Histone methylation defines c-Jun/Sox2/Hif1α axis that controls stemness and tumor progression in squamous cell carcinoma
摘要
Squamous cell carcinomas (SCCs) originate from various sites that show poor survival due to the presence of cancer stem cells (CSCs), which impart therapy resistance. However, the crosstalk of molecular mechanisms regulating CSCs maintenance in skin and oral SCC is poorly understood. Here, we show that the whole-transcriptome profile of CSCs from skin SCC patients reveals upregulation in expression of genes associated with global hypermethylation, enhanced non-canonical Wnt signaling, and glycolysis, thereby activating the c-Jun/Sox2/Hif1α axis.
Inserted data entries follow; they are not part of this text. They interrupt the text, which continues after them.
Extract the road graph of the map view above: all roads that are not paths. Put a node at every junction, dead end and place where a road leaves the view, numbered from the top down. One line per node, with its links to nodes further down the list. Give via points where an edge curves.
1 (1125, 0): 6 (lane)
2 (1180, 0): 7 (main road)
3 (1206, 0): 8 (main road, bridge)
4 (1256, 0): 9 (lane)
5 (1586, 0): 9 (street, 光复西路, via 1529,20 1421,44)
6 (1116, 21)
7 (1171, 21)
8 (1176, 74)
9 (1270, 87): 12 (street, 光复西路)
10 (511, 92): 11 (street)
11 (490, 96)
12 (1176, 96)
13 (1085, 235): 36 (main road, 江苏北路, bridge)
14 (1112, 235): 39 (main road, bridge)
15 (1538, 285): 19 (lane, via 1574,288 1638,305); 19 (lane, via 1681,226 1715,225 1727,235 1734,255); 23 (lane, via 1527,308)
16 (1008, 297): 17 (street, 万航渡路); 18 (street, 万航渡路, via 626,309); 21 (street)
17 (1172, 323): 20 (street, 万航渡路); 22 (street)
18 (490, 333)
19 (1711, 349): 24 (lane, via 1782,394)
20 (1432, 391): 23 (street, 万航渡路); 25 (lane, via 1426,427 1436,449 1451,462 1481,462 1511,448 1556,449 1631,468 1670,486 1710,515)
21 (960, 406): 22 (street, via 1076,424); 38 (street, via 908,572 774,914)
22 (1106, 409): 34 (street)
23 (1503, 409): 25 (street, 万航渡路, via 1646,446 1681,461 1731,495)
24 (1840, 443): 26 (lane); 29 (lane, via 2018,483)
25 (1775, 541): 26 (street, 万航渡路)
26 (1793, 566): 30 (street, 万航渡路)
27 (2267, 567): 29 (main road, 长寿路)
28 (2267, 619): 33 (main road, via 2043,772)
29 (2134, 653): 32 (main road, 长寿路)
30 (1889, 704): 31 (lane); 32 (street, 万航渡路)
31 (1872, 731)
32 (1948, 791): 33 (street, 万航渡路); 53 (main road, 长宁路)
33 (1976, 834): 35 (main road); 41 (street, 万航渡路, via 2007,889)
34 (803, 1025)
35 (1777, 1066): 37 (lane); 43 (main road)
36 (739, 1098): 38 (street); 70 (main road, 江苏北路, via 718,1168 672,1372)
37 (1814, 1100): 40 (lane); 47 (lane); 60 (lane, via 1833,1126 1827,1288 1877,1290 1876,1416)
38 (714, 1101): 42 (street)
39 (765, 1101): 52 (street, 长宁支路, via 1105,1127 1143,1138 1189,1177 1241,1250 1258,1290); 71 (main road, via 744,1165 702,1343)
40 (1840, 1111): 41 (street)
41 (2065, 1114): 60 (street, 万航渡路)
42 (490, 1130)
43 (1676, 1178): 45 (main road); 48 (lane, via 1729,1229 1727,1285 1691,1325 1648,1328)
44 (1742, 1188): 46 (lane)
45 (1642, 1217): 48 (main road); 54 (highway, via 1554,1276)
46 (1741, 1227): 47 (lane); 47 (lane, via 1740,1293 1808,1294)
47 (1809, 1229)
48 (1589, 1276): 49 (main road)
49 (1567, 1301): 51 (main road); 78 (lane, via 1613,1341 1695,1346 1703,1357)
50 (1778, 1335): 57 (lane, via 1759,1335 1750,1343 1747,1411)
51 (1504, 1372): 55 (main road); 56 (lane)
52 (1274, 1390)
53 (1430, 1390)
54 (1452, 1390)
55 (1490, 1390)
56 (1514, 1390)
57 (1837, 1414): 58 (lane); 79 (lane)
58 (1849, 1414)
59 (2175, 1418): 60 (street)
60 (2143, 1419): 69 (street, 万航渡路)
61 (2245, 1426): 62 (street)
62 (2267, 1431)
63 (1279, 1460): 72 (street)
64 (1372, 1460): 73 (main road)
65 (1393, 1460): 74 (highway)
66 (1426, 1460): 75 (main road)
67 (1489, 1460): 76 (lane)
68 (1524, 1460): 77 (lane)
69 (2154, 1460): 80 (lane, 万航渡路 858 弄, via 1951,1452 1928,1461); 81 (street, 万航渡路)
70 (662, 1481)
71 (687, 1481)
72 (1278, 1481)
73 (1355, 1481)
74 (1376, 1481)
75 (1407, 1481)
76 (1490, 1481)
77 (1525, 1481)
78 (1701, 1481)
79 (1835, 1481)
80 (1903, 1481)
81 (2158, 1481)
Thus, it suggests crosstalk among epigenetics/signaling/metabolism in skin and oral SCC. Importantly, the combination of Decitabine (DAC), a methyltransferase inhibitor, and a RAC1 non-canonical Wnt inhibitor (RAC1i) in skin and oral SCC xenograft mouse models reduces global hypermethylation and non-canonical Wnt signaling, thereby attenuating the c-Jun/Sox2/Hif1α axis, stemness, and tumorigenic potential. Overall, our findings show that the combination of DAC and RAC1i may improve the clinical outcomes in patients with skin and oral SCC.